Task data ::
··········

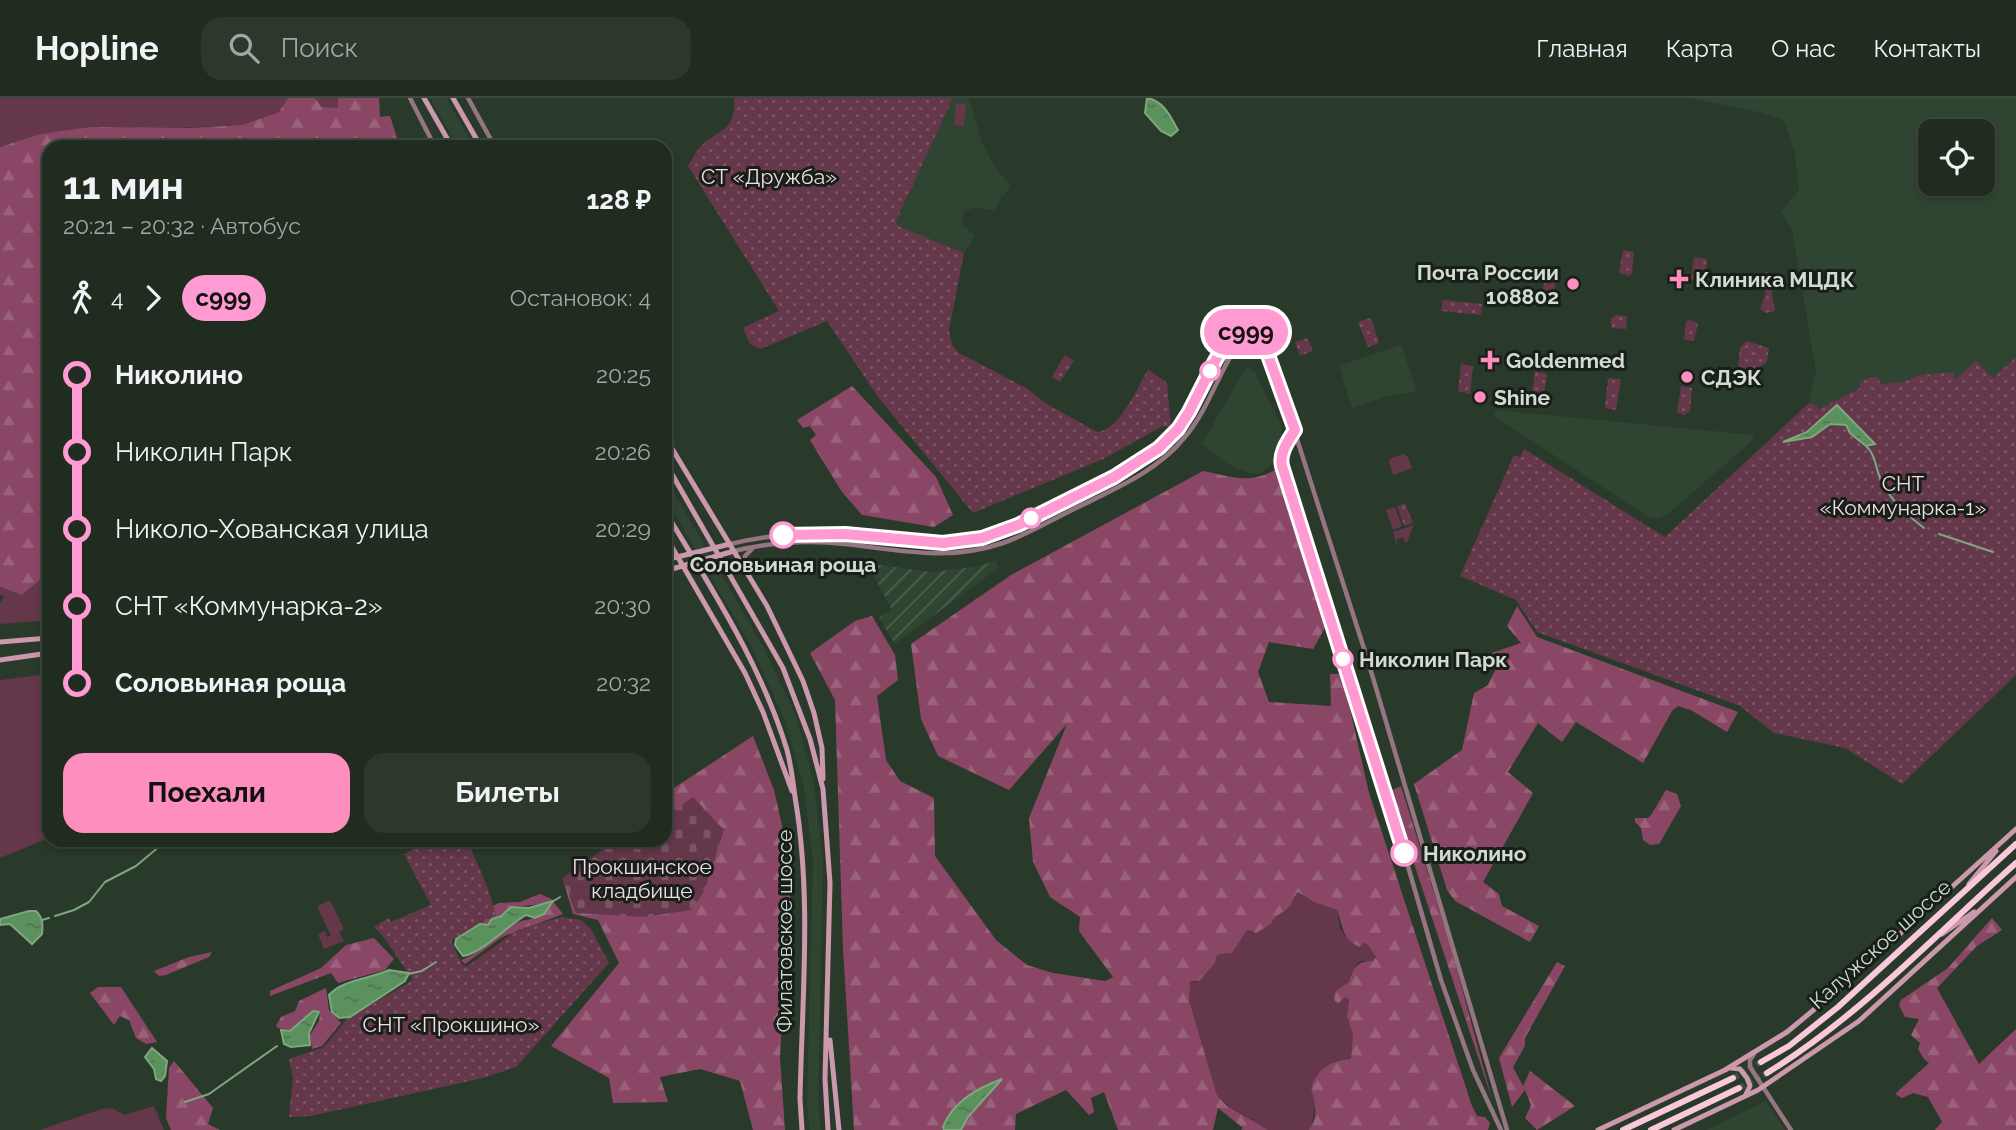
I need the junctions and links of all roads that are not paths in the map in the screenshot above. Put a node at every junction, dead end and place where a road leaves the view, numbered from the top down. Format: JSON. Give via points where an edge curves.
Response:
{"nodes":[{"id":1,"x":410,"y":98,"type":"edge"},
{"id":2,"x":424,"y":98,"type":"edge"},
{"id":3,"x":453,"y":98,"type":"edge"},
{"id":4,"x":468,"y":98,"type":"edge"},
{"id":5,"x":431,"y":140,"type":"edge"},
{"id":6,"x":448,"y":140,"type":"edge"},
{"id":7,"x":477,"y":140,"type":"edge"},
{"id":8,"x":491,"y":140,"type":"edge"},
{"id":9,"x":1246,"y":332,"type":"junction"},
{"id":10,"x":1295,"y":430,"type":"junction"},
{"id":11,"x":672,"y":449,"type":"edge"},
{"id":12,"x":672,"y":474,"type":"edge"},
{"id":13,"x":672,"y":522,"type":"edge"},
{"id":14,"x":730,"y":544,"type":"junction"},
{"id":15,"x":672,"y":547,"type":"edge"},
{"id":16,"x":755,"y":547,"type":"junction"},
{"id":17,"x":734,"y":551,"type":"junction"},
{"id":18,"x":672,"y":557,"type":"edge"},
{"id":19,"x":678,"y":557,"type":"junction"},
{"id":20,"x":684,"y":566,"type":"junction"},
{"id":21,"x":744,"y":568,"type":"junction"},
{"id":22,"x":672,"y":569,"type":"edge"},
{"id":23,"x":42,"y":639,"type":"edge"},
{"id":24,"x":0,"y":642,"type":"edge"},
{"id":25,"x":42,"y":654,"type":"edge"},
{"id":26,"x":0,"y":660,"type":"edge"},
{"id":27,"x":823,"y":789,"type":"junction"},
{"id":28,"x":796,"y":800,"type":"junction"},
{"id":29,"x":2016,"y":829,"type":"edge"},
{"id":30,"x":2006,"y":838,"type":"junction"},
{"id":31,"x":2016,"y":845,"type":"edge"},
{"id":32,"x":2016,"y":863,"type":"edge"},
{"id":33,"x":2016,"y":877,"type":"edge"},
{"id":34,"x":1959,"y":897,"type":"junction"},
{"id":35,"x":1991,"y":900,"type":"junction"},
{"id":36,"x":1926,"y":946,"type":"junction"},
{"id":37,"x":828,"y":1023,"type":"junction"},
{"id":38,"x":1760,"y":1049,"type":"junction"},
{"id":39,"x":1761,"y":1062,"type":"tunnel mouth"},
{"id":40,"x":1725,"y":1070,"type":"junction"},
{"id":41,"x":1767,"y":1073,"type":"tunnel mouth"},
{"id":42,"x":1733,"y":1078,"type":"tunnel mouth"},
{"id":43,"x":1739,"y":1088,"type":"tunnel mouth"},
{"id":44,"x":1762,"y":1088,"type":"junction"},
{"id":45,"x":1742,"y":1098,"type":"junction"},
{"id":46,"x":802,"y":1130,"type":"edge"},
{"id":47,"x":828,"y":1130,"type":"edge"},
{"id":48,"x":839,"y":1130,"type":"edge"},
{"id":49,"x":1501,"y":1130,"type":"edge"},
{"id":50,"x":1507,"y":1130,"type":"edge"},
{"id":51,"x":1598,"y":1130,"type":"edge"},
{"id":52,"x":1623,"y":1130,"type":"edge"},
{"id":53,"x":1651,"y":1130,"type":"edge"},
{"id":54,"x":1674,"y":1130,"type":"edge"},
{"id":55,"x":1791,"y":1130,"type":"edge"}],
"edges":[{"from":1,"to":5,"type":"street"},
{"from":2,"to":6,"type":"main road"},
{"from":3,"to":7,"type":"main road"},
{"from":4,"to":8,"type":"street"},
{"from":9,"to":10,"type":"street","via":[[1268,355]]},
{"from":9,"to":14,"type":"street","via":[[1237,325],[1189,412],[1159,448],[1114,477],[1018,525],[982,538],[943,543],[814,533]]},
{"from":9,"to":16,"type":"street","via":[[1200,417],[1167,456],[1139,476],[1022,535],[952,553],[815,541]]},
{"from":10,"to":49,"type":"street","via":[[1280,460],[1441,980],[1473,1070]]},
{"from":10,"to":50,"type":"street"},
{"from":11,"to":14,"type":"main road"},
{"from":12,"to":27,"type":"main road","name":"Филатовское шоссе","via":[[783,668]]},
{"from":13,"to":28,"type":"main road","name":"Филатовское шоссе","via":[[769,697],[788,754]]},
{"from":14,"to":17,"type":"main road"},
{"from":14,"to":19,"type":"main road"},
{"from":15,"to":19,"type":"main road"},
{"from":16,"to":17,"type":"street"},
{"from":16,"to":21,"type":"street","via":[[745,556]]},
{"from":17,"to":20,"type":"main road"},
{"from":17,"to":21,"type":"main road"},
{"from":18,"to":19,"type":"main road"},
{"from":19,"to":20,"type":"main road"},
{"from":20,"to":22,"type":"main road"},
{"from":20,"to":28,"type":"main road","via":[[745,673]]},
{"from":21,"to":27,"type":"main road","via":[[807,692],[821,748]]},
{"from":23,"to":24,"type":"main road"},
{"from":25,"to":26,"type":"main road"},
{"from":27,"to":37,"type":"main road","name":"Филатовское шоссе","via":[[830,883]]},
{"from":28,"to":46,"type":"main road","name":"Филатовское шоссе","via":[[804,904]]},
{"from":29,"to":30,"type":"main road"},
{"from":30,"to":34,"type":"main road"},
{"from":30,"to":38,"type":"main road","via":[[1816,1009]]},
{"from":31,"to":34,"type":"highway","name":"Калужское шоссе"},
{"from":32,"to":36,"type":"highway","name":"Калужское шоссе"},
{"from":33,"to":35,"type":"main road"},
{"from":34,"to":39,"type":"highway","name":"Калужское шоссе","via":[[1829,1015]]},
{"from":35,"to":36,"type":"main road"},
{"from":35,"to":44,"type":"main road","via":[[1859,1021]]},
{"from":36,"to":41,"type":"highway","name":"Калужское шоссе","via":[[1830,1030]]},
{"from":37,"to":47,"type":"main road"},
{"from":37,"to":48,"type":"main road"},
{"from":38,"to":40,"type":"main road"},
{"from":38,"to":44,"type":"street","via":[[1749,1064]]},
{"from":40,"to":45,"type":"main road","via":[[1738,1068],[1745,1074],[1750,1086]]},
{"from":40,"to":51,"type":"main road"},
{"from":42,"to":52,"type":"highway"},
{"from":43,"to":53,"type":"highway"},
{"from":44,"to":45,"type":"main road"},
{"from":44,"to":55,"type":"street"},
{"from":45,"to":54,"type":"main road"}]}
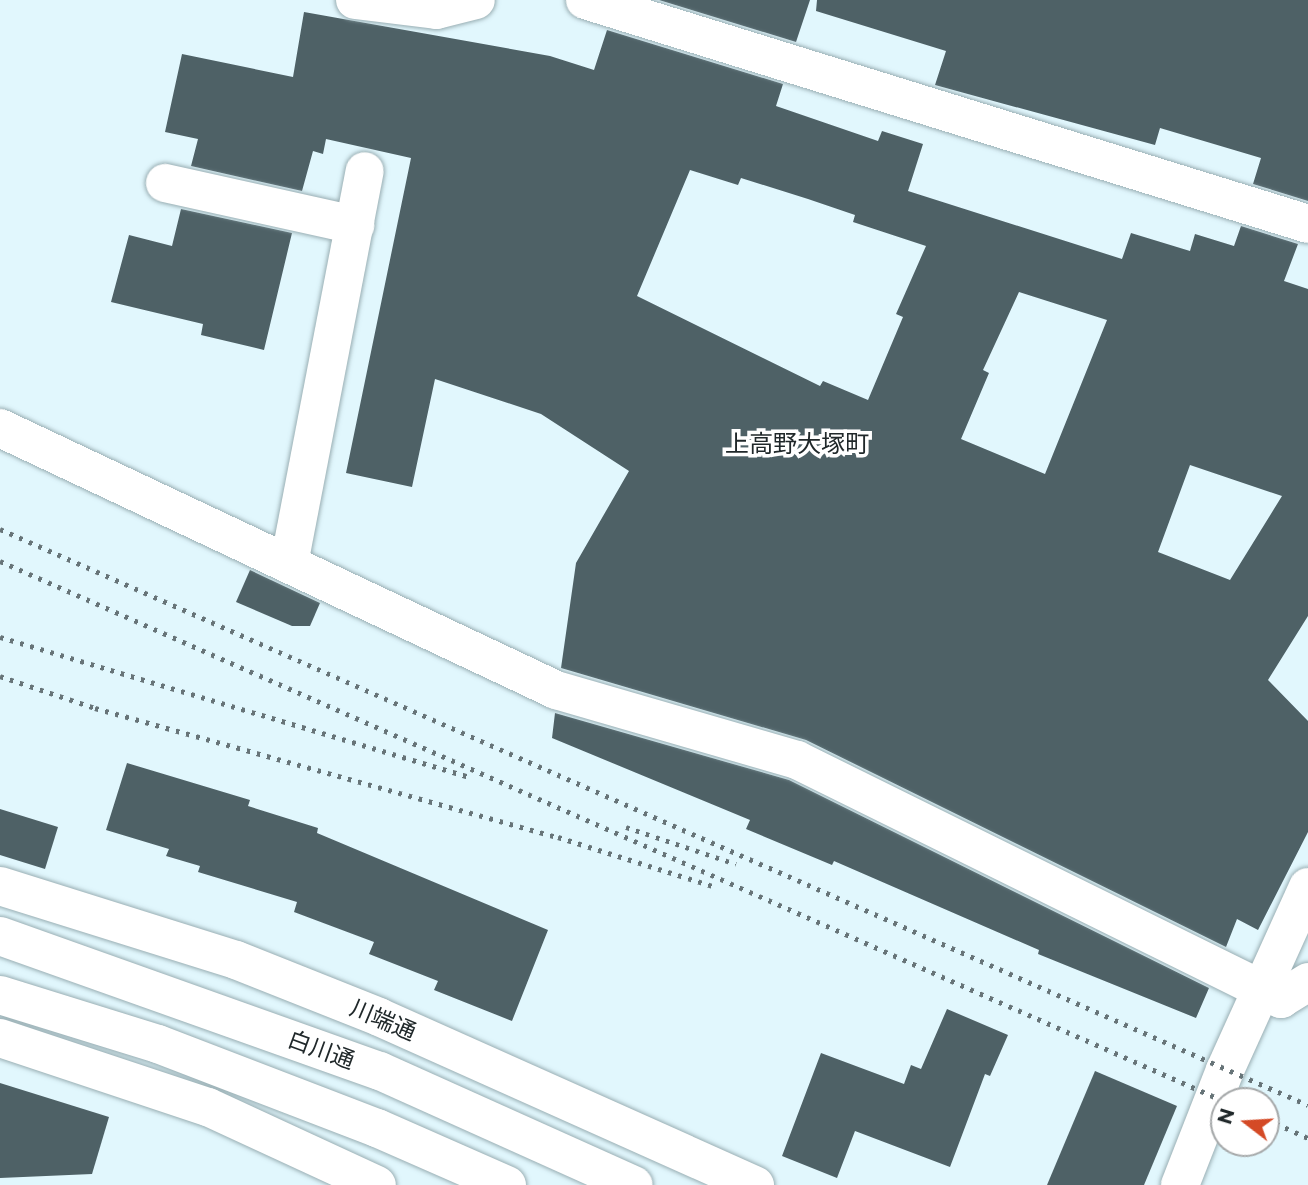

··········

Task description ::
All lines in the listing above that contain "mouth" should be shown.

Answer to this exercise ::
{"id":39,"x":1761,"y":1062,"type":"tunnel mouth"},
{"id":41,"x":1767,"y":1073,"type":"tunnel mouth"},
{"id":42,"x":1733,"y":1078,"type":"tunnel mouth"},
{"id":43,"x":1739,"y":1088,"type":"tunnel mouth"},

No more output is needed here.